**PROVIDED INFORMATION**
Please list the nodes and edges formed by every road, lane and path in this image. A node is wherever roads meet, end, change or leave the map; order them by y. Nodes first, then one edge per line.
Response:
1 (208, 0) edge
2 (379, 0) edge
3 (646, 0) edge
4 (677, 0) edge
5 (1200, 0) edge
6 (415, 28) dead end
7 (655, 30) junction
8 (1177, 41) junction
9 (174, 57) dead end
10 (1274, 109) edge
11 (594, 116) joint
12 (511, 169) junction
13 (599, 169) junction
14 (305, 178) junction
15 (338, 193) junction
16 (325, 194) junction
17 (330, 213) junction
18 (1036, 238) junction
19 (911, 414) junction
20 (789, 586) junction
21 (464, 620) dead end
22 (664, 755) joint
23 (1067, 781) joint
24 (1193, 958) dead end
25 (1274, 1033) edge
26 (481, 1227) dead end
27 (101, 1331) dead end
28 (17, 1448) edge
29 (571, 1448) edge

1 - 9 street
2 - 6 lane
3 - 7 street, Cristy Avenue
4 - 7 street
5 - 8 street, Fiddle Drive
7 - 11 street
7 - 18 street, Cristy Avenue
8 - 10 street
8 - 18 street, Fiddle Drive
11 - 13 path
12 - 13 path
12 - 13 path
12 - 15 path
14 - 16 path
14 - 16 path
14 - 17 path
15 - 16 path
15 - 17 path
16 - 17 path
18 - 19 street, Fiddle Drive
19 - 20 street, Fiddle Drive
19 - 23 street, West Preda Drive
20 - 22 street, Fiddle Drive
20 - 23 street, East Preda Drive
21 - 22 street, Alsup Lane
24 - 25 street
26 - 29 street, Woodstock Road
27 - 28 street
--
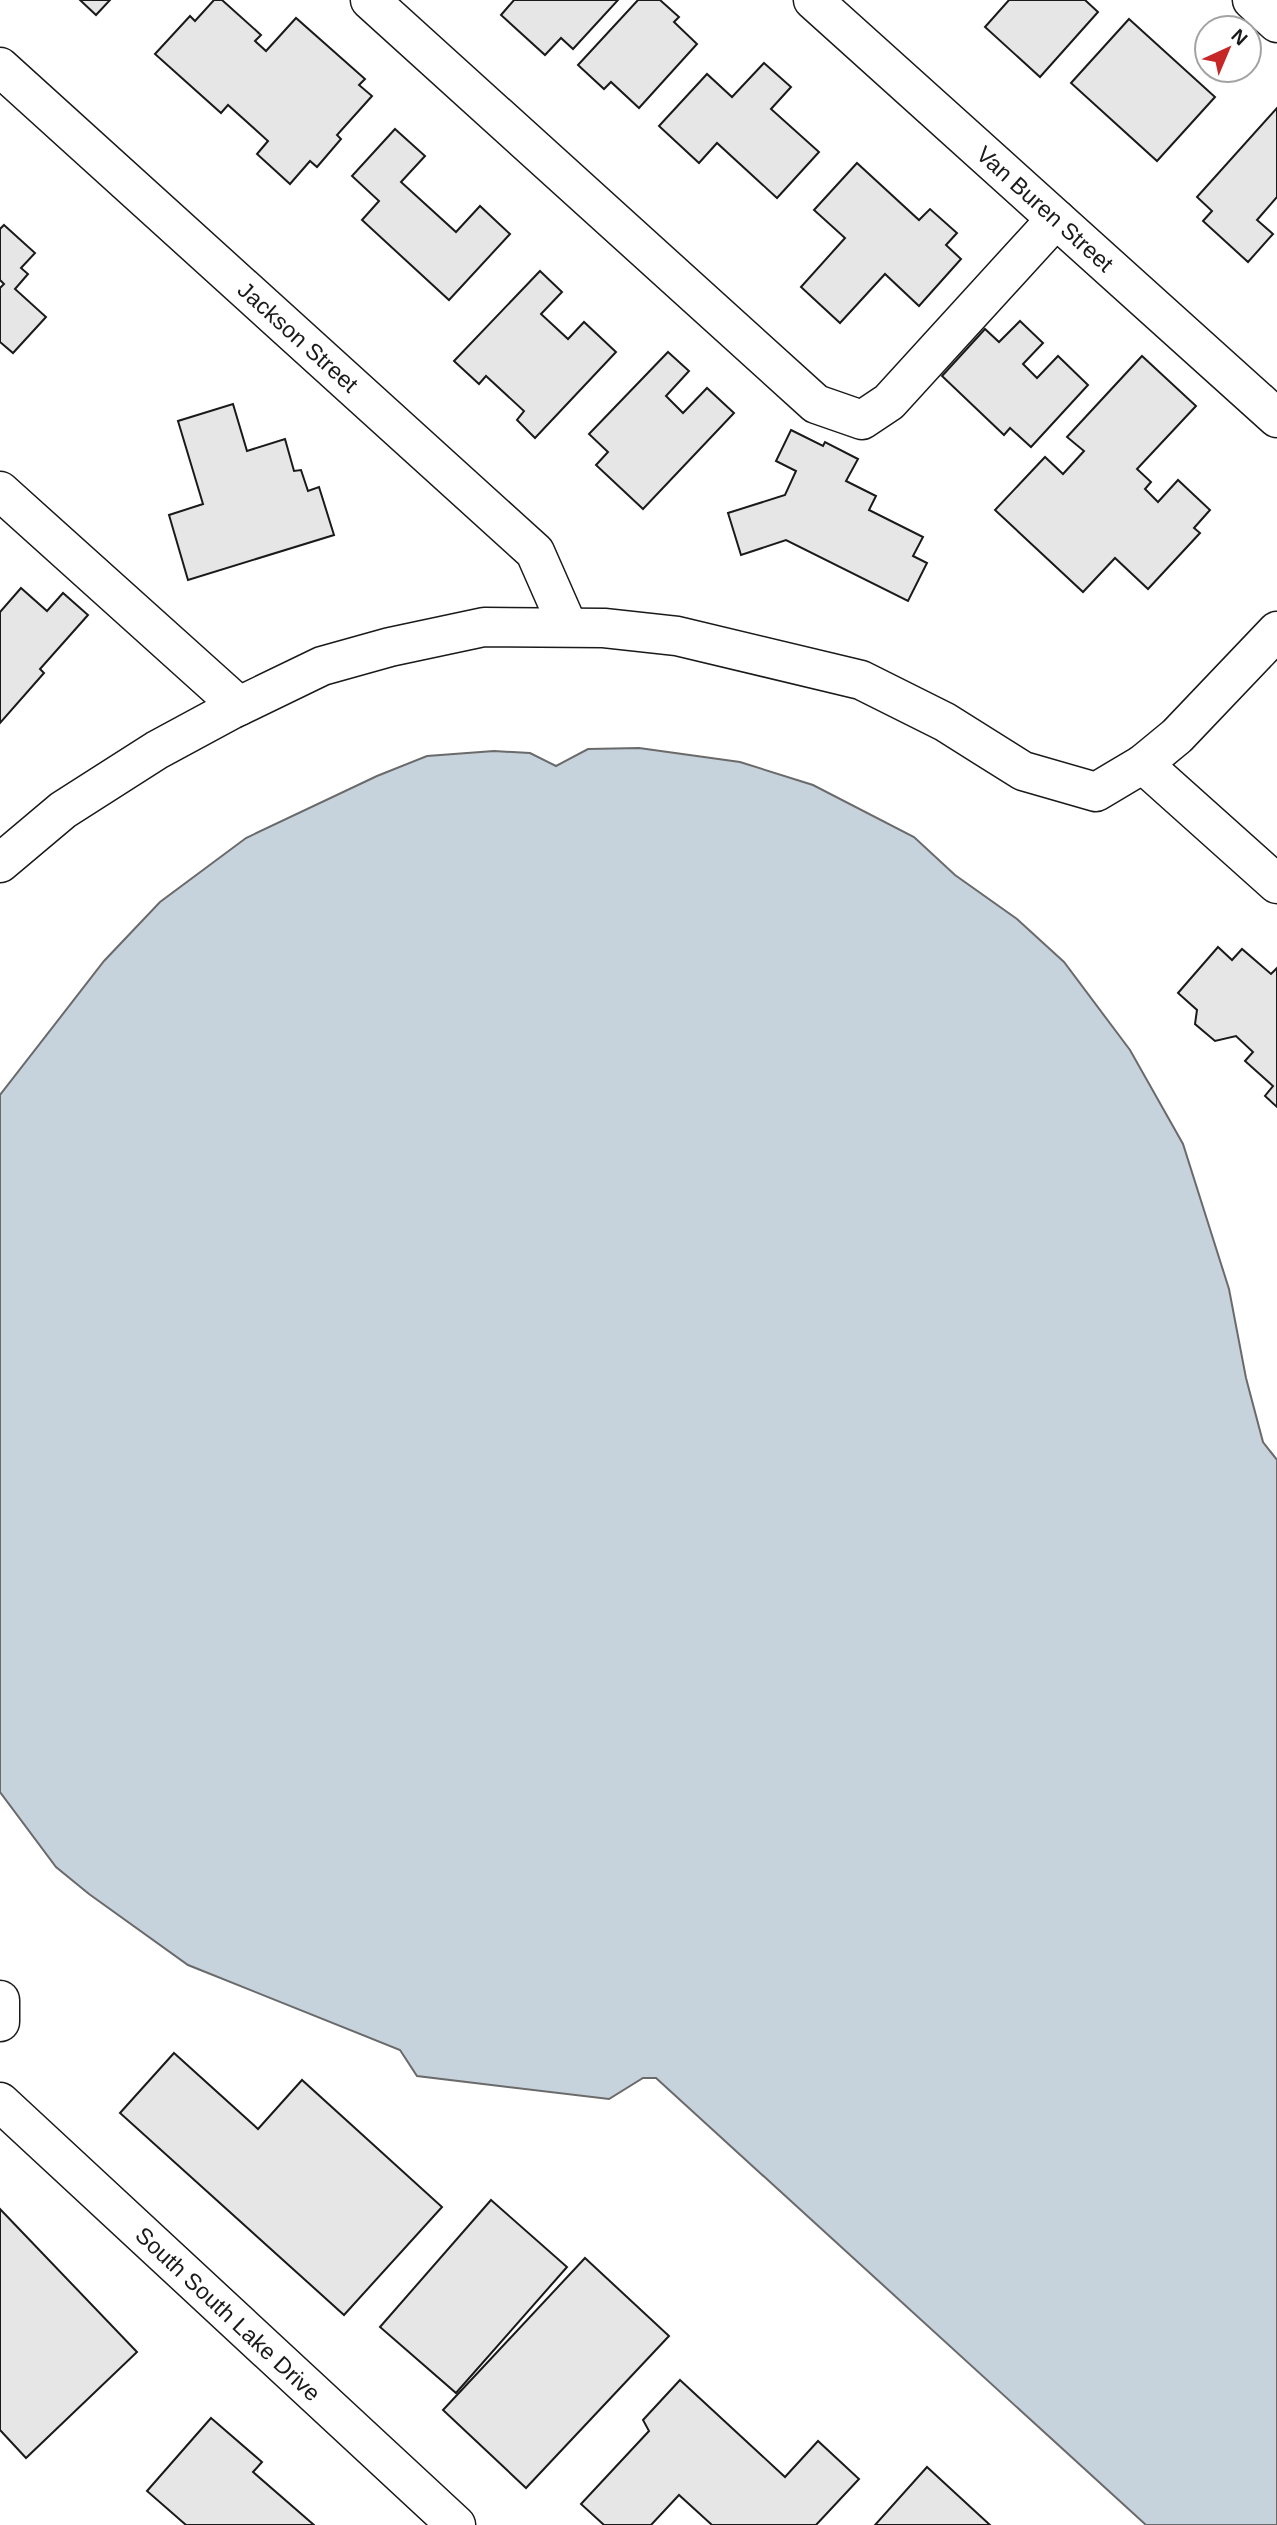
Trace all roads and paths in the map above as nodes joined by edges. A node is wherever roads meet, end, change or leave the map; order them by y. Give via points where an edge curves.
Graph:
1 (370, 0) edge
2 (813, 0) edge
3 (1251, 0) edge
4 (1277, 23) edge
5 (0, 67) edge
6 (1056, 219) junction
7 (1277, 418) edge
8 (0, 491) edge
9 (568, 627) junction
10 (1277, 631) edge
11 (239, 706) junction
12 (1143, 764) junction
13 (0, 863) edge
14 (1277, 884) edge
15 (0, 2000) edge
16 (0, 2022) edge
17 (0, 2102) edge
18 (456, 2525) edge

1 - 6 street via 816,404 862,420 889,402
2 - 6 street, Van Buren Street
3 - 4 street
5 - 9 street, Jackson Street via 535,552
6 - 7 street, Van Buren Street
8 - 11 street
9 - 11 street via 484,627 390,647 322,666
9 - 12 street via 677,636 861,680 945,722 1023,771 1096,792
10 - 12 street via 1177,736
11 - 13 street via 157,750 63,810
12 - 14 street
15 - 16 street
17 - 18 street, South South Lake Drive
---
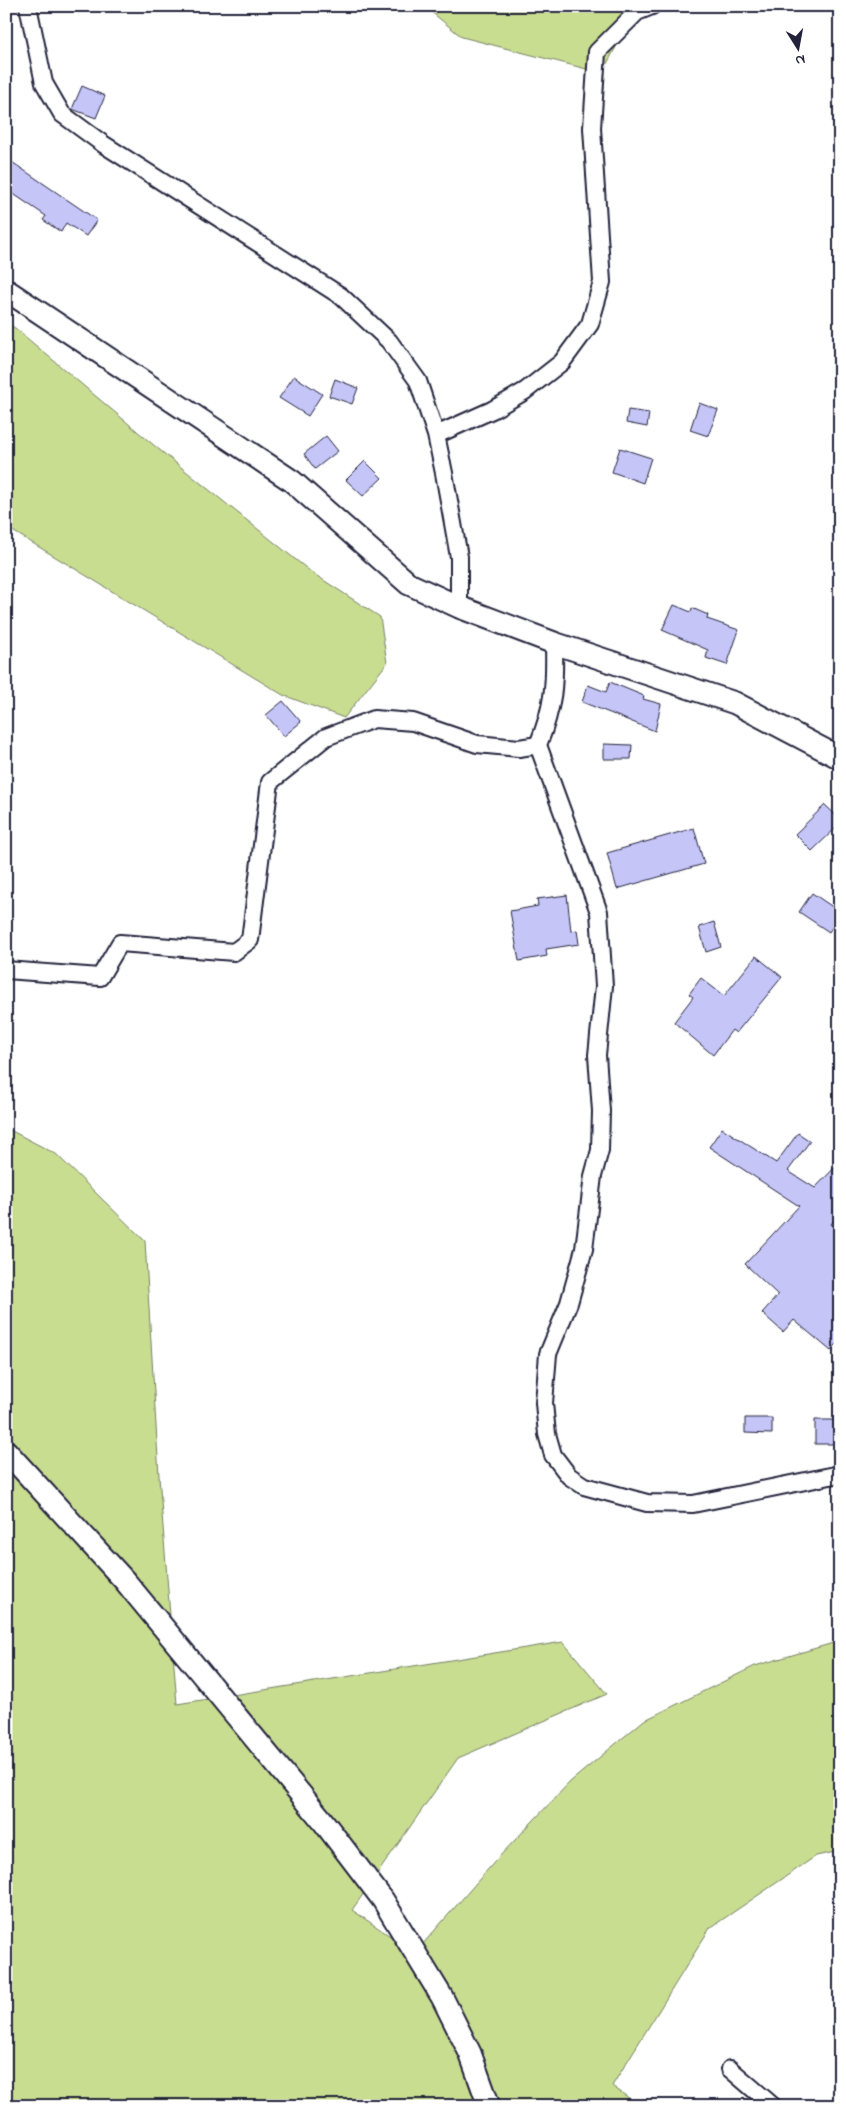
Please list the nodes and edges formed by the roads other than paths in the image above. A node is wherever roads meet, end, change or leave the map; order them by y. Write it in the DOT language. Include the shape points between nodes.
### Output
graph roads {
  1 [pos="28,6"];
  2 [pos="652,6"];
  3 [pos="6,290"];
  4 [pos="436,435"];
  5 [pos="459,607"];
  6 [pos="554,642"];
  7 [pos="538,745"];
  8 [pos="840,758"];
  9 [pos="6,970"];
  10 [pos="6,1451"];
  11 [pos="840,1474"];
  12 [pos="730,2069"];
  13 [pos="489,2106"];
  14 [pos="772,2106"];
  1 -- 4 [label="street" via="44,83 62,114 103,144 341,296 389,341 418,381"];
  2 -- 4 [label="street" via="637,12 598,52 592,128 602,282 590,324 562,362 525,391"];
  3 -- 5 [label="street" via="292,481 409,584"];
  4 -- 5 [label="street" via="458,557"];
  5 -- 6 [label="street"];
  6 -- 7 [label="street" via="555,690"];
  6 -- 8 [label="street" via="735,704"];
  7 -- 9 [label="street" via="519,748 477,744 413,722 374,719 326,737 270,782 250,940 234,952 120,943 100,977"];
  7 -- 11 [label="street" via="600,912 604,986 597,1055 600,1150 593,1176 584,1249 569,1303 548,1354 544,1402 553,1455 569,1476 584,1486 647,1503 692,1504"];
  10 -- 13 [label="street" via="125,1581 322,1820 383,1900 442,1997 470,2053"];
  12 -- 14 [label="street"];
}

**TASK PROMPT**
Search the data above for the word "them". Copy each line it is in.

**YOUR RESPONSE**
Please list the nodes and edges formed by every road, lane and path in this image. A node is wherever roads meet, end, change or leave the map; order them by y. Nodes first, then one edge per line.
Trace all roads and paths in the map above as nodes joined by edges. A node is wherever roads meet, end, change or leave the map; order them by y. Give via points where an edge curves.
Please list the nodes and edges formed by the roads other than paths in the image above. A node is wherever roads meet, end, change or leave the map; order them by y. Write it in the DOT language. Include the shape points between nodes.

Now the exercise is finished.